Zur Hauptseite Geschichte Übersicht Einphasenwechselstrom

Übereinkommen betreffend die Ausführung elektrischer Zugförderung

Zwischen

wird über die Ausführung elektrischer Zugförderung folgendes vereinbart:

I.

1.) Die elektrische Arbeit wird den Triebfahrzeugen durch Schleifbügel von einem hochliegenden Fahrdraht als einwelliger Wechselstrom zugeführt. Zur Rückleitung dienen im allgemeinen die Fahrschienen. Die Unterkante des Fahrdrahtes liegt im allgemeinen 6 m über der Oberkante der Fahrschienen.

2.) Der quadratische Mittelwert der Spannungsunterschiedes zwischen den Bahnklemmen der Unterwerke (Streckenspannung) beträgt bei mittlerer Belastung 15000 Volt.

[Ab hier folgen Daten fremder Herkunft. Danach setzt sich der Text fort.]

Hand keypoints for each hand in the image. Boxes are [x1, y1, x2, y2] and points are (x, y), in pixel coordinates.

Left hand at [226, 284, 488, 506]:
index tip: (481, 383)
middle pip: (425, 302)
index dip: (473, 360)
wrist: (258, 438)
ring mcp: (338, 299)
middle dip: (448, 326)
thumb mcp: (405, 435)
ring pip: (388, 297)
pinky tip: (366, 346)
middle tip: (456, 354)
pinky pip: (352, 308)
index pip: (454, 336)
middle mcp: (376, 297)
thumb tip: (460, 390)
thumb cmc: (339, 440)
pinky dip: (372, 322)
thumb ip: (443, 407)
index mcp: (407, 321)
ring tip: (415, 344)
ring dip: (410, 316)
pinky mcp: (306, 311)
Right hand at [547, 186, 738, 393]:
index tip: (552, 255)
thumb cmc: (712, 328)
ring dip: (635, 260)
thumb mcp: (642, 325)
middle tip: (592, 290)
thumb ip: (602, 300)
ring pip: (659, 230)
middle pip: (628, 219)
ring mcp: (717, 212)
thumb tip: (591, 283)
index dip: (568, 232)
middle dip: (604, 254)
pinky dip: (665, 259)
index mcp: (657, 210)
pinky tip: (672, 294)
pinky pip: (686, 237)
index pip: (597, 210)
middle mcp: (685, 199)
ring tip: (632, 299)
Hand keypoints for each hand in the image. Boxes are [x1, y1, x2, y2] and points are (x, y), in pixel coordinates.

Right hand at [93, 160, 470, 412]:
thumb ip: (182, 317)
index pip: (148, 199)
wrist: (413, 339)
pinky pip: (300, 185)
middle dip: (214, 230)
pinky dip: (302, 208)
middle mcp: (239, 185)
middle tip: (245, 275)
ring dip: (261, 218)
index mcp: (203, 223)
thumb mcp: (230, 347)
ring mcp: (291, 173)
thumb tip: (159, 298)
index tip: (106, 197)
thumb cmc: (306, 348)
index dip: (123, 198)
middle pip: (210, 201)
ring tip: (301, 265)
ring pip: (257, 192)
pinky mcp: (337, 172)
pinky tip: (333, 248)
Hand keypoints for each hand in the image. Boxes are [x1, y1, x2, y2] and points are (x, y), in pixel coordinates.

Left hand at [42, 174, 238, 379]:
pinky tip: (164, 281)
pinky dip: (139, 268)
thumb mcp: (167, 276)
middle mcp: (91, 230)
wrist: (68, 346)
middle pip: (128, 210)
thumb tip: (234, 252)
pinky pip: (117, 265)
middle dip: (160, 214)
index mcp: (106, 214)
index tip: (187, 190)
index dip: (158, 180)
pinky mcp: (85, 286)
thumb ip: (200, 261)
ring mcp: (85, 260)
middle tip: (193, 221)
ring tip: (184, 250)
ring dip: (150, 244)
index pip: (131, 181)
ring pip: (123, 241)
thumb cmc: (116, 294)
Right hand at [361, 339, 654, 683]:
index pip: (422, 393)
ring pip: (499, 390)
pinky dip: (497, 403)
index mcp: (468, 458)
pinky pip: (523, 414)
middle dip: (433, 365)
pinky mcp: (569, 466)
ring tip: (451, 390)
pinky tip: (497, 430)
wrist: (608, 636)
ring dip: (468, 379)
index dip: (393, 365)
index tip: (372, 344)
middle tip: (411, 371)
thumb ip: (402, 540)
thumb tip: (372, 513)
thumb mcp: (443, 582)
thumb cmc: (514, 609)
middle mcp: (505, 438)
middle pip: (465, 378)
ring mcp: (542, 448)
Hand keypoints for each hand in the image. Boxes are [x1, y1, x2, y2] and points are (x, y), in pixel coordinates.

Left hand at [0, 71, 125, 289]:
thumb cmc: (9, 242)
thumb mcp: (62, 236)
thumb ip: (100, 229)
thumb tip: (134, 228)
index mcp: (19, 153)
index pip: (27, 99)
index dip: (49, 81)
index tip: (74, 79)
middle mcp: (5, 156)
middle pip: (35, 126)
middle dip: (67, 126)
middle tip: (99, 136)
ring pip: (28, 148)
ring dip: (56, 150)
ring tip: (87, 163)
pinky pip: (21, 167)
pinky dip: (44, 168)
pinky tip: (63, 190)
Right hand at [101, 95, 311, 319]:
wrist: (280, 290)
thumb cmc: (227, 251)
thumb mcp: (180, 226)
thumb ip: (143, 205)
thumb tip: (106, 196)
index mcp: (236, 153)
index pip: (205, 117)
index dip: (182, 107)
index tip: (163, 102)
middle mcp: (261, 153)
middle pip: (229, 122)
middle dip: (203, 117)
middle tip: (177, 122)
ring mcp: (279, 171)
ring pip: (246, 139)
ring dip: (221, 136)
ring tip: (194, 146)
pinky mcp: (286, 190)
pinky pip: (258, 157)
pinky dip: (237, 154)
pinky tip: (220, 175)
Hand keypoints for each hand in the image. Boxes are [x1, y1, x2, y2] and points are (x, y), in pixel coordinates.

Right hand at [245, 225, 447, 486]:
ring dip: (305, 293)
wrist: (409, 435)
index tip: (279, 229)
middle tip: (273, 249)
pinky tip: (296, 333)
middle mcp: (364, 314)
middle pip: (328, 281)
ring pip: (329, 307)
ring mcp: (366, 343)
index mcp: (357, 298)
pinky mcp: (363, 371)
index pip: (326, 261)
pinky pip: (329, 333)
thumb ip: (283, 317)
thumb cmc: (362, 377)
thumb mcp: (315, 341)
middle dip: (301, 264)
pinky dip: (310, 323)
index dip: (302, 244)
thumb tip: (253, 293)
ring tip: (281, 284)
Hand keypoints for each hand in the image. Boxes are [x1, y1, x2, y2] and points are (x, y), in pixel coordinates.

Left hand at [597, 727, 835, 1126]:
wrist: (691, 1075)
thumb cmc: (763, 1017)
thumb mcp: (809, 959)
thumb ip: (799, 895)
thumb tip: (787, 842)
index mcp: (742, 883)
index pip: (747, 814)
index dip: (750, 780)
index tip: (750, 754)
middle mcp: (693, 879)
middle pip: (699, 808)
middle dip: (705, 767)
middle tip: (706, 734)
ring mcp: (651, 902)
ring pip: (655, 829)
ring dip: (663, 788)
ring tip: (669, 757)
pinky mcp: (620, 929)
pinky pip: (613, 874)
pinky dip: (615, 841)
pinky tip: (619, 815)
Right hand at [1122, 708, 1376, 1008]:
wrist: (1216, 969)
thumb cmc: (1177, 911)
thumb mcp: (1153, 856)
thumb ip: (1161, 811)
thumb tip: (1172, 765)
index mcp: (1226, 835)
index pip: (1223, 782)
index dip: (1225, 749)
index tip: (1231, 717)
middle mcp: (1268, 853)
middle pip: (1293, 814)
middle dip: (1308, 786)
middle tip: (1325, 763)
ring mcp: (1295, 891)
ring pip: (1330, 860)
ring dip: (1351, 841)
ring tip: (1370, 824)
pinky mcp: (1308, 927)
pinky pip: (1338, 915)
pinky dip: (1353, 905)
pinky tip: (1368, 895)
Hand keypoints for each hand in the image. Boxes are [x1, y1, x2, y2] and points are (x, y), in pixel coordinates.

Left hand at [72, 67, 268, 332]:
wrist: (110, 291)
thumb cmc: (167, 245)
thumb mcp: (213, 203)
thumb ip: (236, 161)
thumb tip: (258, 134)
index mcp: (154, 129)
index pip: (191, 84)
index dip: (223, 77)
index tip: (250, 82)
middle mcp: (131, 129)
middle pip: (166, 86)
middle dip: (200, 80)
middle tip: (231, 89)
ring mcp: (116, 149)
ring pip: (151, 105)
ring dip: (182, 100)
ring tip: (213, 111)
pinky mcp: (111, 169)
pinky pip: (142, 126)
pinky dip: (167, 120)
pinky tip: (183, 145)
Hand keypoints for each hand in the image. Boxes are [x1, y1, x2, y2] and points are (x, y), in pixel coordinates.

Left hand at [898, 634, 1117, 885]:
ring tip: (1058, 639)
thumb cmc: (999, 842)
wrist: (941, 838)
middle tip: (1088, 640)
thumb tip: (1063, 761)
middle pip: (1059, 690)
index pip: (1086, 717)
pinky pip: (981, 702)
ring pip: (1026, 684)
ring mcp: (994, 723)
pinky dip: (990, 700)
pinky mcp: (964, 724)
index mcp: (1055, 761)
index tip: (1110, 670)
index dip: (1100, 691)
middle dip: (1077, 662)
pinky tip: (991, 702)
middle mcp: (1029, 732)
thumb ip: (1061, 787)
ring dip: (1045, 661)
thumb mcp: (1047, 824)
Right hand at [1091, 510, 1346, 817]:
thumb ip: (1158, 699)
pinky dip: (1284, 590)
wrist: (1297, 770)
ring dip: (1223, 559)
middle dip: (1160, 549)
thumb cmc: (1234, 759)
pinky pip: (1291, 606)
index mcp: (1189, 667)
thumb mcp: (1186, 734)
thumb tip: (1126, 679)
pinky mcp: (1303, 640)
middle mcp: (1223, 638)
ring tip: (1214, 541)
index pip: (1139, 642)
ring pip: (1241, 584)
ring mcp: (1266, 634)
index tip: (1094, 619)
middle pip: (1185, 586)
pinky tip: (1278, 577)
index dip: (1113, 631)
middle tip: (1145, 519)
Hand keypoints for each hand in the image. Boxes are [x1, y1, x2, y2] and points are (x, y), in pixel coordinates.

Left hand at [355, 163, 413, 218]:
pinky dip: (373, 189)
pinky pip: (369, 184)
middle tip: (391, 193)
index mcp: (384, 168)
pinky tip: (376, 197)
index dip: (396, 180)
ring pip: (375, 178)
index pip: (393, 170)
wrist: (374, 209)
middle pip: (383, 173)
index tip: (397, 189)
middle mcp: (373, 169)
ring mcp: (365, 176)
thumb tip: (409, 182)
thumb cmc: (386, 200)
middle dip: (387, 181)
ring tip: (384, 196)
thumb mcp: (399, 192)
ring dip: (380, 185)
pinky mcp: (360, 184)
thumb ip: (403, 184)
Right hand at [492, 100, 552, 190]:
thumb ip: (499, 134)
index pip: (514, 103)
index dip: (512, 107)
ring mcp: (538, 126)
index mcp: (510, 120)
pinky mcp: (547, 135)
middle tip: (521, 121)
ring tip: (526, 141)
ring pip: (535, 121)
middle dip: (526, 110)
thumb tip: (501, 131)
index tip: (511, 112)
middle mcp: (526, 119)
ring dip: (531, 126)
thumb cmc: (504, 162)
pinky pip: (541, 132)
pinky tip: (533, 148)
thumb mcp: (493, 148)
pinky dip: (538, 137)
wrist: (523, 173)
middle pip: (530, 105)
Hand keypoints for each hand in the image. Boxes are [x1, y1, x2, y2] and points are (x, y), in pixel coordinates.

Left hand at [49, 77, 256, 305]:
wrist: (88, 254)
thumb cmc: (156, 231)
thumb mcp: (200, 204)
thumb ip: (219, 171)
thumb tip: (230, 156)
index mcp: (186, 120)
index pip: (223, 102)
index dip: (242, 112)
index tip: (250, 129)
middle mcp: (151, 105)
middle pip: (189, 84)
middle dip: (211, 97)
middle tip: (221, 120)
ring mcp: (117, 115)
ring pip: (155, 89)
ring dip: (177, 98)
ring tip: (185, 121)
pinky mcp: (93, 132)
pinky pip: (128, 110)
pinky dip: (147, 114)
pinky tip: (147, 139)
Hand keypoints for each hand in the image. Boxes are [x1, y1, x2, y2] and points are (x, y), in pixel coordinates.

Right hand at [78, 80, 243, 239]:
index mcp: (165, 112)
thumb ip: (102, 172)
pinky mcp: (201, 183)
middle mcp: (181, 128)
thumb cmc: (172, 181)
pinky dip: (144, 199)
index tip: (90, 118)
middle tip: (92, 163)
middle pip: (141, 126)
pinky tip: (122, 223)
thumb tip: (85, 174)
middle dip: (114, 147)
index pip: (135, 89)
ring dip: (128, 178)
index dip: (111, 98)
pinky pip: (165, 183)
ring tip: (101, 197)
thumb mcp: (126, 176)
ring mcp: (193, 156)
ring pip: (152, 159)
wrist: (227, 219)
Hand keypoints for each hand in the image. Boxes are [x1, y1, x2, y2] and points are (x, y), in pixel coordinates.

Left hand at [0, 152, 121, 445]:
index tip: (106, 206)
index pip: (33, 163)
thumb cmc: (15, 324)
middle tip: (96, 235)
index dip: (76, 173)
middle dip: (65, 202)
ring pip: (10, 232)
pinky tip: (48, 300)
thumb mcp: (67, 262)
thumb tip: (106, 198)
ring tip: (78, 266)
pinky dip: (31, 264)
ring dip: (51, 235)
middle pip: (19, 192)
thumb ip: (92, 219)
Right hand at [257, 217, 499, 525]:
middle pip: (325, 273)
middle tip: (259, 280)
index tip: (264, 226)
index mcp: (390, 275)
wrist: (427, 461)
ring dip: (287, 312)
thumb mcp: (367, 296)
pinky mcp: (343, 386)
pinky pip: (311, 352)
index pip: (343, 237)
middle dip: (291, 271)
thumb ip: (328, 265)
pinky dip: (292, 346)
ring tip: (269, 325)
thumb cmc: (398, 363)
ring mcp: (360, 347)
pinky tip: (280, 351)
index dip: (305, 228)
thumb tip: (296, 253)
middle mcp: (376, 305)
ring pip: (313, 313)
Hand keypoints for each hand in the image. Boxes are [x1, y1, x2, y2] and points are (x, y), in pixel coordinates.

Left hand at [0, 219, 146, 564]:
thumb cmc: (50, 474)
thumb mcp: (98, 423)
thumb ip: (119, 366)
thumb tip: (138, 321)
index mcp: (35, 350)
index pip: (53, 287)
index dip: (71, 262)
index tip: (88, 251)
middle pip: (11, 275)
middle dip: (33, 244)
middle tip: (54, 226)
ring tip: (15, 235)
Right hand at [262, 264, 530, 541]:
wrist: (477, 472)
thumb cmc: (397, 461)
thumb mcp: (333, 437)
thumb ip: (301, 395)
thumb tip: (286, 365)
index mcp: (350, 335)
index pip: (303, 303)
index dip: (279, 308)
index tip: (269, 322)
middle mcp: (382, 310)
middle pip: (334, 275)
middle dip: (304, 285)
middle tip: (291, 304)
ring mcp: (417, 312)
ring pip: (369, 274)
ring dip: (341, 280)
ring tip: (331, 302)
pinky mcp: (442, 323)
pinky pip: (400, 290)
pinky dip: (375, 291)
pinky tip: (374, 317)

3.) Die sekundliche Periodenzahl ist 16 ⅔.

Begründung

Allgemeines.
Obwohl die elektrische Zugförderung auf den Haupteisenbahnen im Bereich der Deutschen Staatseisenbahnverwaltungen zunächst auf einzelne Strecken beschränkt sein wird, sind im Hinblick auf die mögliche Entwicklung die elektrischen Bahneinrichtungen von vornherein soweit zu vereinheitlichen, daß die Triebfahrzeuge der einen Verwaltung auf die Strecken der anderen Verwaltung übergehen können.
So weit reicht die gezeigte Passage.